As human and economic activities evolve and extend into space, Space Florida’s mission is to pave the way for aerospace-related industries, establishing Florida as the primary port of entry for the planet.
The Space Coast has been home to some of the country’s most ambitious achievements, but it has also seen its share of setbacks; the cancellation of the Apollo program and the retirement of the shuttle program chief among them. Even so, the demand for space travel and exploration remains— increasingly in the form of commercial enterprises, rather than projects of the federal government. Space Florida’s goal is to facilitate this commercial growth, namely by expediting the creation of a new independent spaceport authority.

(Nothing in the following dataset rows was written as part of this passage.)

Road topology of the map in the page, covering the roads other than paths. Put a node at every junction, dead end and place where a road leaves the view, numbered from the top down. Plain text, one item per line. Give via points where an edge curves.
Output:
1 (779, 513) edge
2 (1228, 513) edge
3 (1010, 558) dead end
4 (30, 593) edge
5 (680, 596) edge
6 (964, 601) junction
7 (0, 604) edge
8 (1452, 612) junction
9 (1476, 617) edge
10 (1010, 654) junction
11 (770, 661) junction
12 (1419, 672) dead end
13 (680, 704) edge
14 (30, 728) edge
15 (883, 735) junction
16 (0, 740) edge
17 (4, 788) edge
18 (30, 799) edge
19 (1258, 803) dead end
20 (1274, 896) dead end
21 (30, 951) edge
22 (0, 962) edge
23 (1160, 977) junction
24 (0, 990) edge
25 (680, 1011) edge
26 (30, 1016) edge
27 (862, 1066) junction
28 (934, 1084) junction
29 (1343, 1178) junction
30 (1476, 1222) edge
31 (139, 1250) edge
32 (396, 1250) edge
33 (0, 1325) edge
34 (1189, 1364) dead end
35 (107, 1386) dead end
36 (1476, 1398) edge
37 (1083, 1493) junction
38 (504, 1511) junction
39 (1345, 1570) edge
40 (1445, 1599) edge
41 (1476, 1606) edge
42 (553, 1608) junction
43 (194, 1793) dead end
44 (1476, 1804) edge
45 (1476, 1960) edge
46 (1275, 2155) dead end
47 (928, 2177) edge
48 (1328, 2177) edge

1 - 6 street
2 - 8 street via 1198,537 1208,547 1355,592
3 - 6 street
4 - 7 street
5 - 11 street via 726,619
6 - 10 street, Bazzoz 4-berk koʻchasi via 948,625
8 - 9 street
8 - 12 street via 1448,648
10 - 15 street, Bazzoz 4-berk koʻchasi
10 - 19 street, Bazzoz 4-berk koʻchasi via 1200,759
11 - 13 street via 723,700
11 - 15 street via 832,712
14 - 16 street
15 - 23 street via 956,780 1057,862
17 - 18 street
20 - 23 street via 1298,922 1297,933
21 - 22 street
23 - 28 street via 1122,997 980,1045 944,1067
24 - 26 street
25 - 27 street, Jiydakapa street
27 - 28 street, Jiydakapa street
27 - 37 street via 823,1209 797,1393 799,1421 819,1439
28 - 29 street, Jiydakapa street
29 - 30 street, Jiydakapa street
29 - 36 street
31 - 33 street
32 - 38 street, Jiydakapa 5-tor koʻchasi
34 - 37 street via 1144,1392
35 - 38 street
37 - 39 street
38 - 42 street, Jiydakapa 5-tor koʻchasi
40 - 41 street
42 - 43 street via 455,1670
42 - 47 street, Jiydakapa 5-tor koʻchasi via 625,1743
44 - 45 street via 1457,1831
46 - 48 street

“We’re transforming what a spaceport is—who runs it, how it works—to better position us for the rest of the twenty-first century and for America to become a true spacefaring nation,” says Dale Ketcham, Vice President of Government and External Relations at Space Florida.
In theory, a spaceport authority is not unlike an air- or seaport authority, but the unique circumstance that Space Florida faces is that it leases resources like hangars and facilities from NASA and the Air Force; but it does not own them. Fortunately for the commercial sector, however, this does not prevent Space Florida from sub-leasing these resources to them, which is “a lot more commercially friendly than leasing it directly from NASA or the Air Force.” Space Florida’s efforts have significantly impacted the recent Renaissance of the Cape Canaveral Spaceport.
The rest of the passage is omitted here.